Ahead of the summit, the EU’s executive European Commission will propose separately on Tuesday another set of measures to curb high energy prices. They would not, however, include an immediate cap on gas prices, something that has split the bloc.
The Croat and Lithuanian ministers backed a wholesale gas price cap, with Croatia also highlighting the need for joint gas purchases among the 27 EU member states.
Their Slovak colleague, Andrej Stancik, asked for a longer-term market reform to decouple the price of electricity produced from gas from that generated from different resources, as well as asking for direct EU subsidies for consumers and businesses.
“We need very fast and effective solutions to subsidise prices for citizens and companies, including from unused cohesion funds,” he told journalists on arriving at the meeting in Luxembourg.
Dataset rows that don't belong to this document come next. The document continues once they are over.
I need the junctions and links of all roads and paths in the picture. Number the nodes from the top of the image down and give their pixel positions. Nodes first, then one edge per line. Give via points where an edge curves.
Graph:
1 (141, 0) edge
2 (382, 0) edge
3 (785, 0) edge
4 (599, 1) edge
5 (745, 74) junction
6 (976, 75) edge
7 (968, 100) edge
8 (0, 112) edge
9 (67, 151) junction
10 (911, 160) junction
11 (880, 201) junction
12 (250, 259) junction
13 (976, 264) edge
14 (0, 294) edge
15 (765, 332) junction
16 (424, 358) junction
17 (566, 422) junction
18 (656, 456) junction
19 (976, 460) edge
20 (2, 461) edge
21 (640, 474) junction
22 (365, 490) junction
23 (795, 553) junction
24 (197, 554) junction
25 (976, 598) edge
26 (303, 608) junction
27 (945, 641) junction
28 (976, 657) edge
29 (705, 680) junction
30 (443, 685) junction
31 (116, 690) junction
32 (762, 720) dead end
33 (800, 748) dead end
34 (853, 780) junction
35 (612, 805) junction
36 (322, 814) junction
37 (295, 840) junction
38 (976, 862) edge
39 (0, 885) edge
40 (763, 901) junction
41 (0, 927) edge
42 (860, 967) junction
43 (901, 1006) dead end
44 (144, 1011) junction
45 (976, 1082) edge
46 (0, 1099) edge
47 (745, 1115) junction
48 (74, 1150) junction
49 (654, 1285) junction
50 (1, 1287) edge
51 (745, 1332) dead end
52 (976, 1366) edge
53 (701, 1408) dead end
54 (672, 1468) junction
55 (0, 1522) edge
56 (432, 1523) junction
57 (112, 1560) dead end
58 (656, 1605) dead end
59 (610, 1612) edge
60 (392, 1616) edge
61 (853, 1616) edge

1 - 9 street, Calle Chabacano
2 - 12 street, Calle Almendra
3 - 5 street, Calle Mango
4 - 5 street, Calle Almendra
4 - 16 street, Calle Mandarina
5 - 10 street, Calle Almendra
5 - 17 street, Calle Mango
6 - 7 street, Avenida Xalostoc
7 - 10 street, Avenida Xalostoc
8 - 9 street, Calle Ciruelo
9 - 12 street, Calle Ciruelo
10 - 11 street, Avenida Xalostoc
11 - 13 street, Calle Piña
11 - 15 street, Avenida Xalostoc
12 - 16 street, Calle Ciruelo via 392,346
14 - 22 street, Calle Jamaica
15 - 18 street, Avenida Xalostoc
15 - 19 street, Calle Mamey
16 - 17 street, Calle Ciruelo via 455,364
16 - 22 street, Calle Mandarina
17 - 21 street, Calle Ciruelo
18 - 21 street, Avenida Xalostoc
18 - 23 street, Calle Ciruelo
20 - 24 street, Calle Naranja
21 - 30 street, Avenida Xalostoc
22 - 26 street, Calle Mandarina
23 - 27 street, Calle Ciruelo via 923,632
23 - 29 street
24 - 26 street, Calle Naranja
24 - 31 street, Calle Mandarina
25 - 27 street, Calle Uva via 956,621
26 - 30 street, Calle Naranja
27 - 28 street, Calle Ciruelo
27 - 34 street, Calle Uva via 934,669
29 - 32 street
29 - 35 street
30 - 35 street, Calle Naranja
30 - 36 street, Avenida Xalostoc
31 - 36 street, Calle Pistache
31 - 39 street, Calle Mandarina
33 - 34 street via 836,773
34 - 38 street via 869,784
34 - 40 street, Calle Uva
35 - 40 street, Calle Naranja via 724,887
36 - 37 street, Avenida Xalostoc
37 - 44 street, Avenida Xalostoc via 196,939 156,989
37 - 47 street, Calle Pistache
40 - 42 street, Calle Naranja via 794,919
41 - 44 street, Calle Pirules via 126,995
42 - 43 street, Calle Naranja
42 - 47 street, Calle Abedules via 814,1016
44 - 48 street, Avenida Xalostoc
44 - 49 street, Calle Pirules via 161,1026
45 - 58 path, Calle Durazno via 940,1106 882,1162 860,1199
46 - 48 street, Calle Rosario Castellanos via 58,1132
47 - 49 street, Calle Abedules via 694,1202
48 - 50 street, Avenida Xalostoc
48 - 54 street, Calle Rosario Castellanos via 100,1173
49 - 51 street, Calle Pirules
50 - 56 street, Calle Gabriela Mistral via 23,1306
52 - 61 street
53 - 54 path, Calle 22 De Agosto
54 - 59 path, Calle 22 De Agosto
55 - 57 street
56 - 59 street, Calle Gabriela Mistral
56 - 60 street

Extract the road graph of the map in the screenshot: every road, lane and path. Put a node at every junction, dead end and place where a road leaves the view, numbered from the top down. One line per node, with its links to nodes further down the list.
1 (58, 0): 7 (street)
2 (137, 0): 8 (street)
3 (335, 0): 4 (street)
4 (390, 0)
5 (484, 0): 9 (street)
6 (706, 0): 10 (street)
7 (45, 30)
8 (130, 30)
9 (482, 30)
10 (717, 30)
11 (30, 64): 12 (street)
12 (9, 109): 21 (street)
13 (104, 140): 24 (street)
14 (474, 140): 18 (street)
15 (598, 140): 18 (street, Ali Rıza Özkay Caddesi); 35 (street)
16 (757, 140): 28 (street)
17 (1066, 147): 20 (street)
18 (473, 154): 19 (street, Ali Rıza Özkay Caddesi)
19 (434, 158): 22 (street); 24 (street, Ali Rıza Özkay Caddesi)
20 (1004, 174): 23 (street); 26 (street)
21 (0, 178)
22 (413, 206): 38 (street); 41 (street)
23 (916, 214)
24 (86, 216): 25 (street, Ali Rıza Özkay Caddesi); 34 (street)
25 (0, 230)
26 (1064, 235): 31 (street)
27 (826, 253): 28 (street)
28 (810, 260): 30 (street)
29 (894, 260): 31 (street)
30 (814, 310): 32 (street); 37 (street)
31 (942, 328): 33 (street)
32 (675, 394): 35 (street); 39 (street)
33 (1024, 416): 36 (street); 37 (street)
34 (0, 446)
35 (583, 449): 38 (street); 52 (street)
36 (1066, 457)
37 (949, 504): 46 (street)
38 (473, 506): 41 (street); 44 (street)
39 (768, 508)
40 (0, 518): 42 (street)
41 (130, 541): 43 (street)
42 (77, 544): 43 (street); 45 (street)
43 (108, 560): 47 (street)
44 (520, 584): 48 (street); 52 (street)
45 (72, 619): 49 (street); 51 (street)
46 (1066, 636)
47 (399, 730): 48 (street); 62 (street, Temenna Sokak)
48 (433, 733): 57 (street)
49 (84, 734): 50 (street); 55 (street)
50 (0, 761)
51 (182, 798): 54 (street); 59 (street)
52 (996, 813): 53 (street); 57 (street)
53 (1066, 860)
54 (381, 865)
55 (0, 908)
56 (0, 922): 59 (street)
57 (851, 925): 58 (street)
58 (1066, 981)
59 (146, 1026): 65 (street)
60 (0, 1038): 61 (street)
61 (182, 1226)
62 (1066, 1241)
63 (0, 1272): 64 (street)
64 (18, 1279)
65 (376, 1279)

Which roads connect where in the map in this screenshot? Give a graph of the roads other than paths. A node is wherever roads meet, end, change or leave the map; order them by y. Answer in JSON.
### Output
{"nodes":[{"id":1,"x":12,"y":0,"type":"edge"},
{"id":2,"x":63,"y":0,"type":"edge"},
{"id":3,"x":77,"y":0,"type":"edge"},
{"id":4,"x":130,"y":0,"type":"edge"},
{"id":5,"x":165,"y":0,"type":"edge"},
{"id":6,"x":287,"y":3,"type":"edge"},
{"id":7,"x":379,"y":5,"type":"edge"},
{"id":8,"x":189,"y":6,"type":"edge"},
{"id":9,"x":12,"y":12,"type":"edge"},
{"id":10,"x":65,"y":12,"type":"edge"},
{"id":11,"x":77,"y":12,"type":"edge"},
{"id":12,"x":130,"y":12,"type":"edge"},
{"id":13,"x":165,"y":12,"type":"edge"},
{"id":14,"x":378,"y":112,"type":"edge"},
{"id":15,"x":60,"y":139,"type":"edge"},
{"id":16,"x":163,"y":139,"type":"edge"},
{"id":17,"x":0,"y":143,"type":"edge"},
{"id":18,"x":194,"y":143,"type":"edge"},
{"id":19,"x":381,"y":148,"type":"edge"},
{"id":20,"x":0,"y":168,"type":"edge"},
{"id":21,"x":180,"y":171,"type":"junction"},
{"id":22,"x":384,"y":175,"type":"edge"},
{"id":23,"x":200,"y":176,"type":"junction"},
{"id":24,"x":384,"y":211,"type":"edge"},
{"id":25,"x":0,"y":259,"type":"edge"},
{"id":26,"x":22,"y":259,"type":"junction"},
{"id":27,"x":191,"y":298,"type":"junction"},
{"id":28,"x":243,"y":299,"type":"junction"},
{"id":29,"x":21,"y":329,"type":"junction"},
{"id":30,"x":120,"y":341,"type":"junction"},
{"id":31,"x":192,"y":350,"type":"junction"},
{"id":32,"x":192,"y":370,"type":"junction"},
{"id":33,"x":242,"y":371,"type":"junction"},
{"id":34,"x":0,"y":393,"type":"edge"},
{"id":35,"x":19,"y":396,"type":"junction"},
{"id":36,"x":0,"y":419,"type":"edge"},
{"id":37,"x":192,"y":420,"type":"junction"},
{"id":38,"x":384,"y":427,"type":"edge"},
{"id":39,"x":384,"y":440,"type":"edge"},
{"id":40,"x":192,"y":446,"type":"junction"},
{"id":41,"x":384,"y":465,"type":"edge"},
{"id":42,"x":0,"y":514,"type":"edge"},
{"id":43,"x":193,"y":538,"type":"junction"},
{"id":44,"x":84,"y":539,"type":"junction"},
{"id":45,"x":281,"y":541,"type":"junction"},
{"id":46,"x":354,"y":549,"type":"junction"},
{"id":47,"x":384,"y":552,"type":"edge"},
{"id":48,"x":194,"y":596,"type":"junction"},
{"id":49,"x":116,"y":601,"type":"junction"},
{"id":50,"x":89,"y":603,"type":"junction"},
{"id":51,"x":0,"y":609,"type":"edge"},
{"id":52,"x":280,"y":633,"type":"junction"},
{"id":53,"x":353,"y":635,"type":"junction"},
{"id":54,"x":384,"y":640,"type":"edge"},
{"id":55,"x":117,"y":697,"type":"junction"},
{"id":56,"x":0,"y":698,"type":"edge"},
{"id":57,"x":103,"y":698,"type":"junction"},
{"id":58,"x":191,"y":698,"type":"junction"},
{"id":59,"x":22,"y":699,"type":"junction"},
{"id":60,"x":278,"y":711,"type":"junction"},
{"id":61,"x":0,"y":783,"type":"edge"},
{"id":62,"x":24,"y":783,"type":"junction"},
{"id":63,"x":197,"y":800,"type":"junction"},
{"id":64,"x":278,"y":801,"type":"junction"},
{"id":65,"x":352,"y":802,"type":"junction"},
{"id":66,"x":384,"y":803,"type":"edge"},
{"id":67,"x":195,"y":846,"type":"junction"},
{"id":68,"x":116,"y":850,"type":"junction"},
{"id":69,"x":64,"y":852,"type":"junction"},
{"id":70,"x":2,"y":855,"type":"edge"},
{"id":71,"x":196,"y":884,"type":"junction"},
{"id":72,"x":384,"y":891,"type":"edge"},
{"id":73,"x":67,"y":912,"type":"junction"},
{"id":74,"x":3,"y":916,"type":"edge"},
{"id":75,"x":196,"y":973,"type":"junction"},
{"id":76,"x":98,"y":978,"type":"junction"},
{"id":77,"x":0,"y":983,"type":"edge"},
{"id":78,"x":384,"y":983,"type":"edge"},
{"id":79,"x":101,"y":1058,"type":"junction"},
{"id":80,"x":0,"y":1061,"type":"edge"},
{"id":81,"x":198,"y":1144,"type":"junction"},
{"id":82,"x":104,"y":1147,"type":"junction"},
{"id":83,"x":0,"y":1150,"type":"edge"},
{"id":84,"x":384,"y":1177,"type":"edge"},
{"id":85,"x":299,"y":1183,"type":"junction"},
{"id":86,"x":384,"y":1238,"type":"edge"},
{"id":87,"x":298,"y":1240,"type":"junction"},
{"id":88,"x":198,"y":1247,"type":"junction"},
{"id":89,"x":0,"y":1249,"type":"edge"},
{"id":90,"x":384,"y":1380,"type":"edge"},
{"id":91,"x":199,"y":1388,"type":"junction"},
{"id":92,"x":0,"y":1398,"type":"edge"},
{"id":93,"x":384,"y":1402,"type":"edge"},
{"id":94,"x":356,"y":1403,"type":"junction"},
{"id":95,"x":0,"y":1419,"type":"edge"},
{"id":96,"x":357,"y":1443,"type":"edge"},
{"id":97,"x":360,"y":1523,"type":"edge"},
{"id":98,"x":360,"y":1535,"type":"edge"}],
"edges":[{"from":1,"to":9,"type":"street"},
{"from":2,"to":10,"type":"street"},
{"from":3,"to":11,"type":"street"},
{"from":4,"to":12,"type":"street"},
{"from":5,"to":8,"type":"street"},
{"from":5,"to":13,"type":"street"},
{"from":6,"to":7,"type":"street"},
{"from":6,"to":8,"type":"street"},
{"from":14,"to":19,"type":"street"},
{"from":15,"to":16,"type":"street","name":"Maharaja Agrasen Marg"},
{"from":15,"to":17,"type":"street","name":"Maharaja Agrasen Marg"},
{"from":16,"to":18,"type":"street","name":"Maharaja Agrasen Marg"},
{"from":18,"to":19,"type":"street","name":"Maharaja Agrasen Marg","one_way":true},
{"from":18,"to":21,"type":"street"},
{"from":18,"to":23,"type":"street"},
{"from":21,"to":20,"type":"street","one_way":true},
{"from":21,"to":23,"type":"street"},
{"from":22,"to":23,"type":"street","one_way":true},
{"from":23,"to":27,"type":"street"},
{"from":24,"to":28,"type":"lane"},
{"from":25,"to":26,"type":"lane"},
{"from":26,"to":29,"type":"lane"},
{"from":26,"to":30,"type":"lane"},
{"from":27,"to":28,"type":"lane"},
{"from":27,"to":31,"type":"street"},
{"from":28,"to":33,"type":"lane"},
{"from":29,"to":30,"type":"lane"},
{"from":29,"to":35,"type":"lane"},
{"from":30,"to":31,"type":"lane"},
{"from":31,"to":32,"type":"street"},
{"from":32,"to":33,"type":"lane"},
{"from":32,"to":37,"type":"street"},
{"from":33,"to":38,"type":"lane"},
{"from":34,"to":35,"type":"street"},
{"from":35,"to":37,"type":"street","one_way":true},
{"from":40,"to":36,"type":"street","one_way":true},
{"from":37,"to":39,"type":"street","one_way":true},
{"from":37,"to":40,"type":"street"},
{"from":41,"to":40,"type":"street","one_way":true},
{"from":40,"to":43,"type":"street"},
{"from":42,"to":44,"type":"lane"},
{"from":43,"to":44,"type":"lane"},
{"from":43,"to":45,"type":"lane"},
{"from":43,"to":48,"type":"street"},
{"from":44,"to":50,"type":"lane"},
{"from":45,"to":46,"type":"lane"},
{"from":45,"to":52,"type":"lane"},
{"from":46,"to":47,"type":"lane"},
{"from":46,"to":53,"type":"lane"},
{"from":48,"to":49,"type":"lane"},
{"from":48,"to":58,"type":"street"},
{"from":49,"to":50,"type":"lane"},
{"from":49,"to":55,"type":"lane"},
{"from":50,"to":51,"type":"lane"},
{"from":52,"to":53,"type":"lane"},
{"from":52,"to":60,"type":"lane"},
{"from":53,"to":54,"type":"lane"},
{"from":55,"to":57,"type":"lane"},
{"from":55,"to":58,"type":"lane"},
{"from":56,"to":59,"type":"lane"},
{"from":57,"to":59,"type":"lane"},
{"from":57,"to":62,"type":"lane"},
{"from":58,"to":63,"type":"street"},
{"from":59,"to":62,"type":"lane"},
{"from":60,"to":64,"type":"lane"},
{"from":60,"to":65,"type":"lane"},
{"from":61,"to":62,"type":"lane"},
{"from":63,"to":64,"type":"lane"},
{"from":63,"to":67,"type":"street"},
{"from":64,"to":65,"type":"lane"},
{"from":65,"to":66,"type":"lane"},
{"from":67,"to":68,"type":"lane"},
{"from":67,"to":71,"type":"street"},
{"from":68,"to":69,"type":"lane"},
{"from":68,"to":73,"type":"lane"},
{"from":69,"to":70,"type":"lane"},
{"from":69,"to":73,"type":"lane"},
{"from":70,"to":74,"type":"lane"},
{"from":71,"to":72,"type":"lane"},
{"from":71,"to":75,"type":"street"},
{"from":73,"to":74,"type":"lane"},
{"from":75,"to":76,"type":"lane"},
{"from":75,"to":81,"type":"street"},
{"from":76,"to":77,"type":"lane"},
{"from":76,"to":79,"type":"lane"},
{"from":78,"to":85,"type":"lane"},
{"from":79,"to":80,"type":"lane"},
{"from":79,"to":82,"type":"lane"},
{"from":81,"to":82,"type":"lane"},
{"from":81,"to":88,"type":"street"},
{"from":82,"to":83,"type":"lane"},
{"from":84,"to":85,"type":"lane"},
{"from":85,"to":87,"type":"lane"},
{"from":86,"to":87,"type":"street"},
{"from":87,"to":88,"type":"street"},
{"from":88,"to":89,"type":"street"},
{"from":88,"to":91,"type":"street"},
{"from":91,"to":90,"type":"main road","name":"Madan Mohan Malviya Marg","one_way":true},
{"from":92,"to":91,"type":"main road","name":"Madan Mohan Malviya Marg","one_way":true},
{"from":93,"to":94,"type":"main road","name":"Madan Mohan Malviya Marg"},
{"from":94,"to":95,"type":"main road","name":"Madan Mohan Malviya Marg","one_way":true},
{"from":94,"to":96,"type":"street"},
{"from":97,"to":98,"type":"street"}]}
Tytti Tuppurainen, EU affairs minister of Finland – a country generally sceptical of market interventions – said Helsinki was now ready for a “temporary” price cap on gas. But she was against handouts for consumers.
“Instead of subsidising individual households, we should rather boost investment in green energy,” she said, adding that would also limit Europe’s reliance on energy suppliers such as Russia.
German EU affairs minister Anna Luehrmann stressed the need for joint gas purchases, as well as cutting consumption and diversifying supply structure by adding more renewable sources and different suppliers.
“It’s important that national and European measures work hand-in-hand,” said Luehrmann, without mentioning a cap at all.
(This story has been officially corrected removing Slovenian minister’s comment, after a Slovenian EU mission spokeswoman said the state secretary misspoke and the Slovenian government backs a wholesale gas cap rather than a cap on liquefied gas only)
(Additional reporting by Philip Blenkinsop, Writing by Gabriela Baczynska, Editing by Andrew Cawthorne and Susan Fenton)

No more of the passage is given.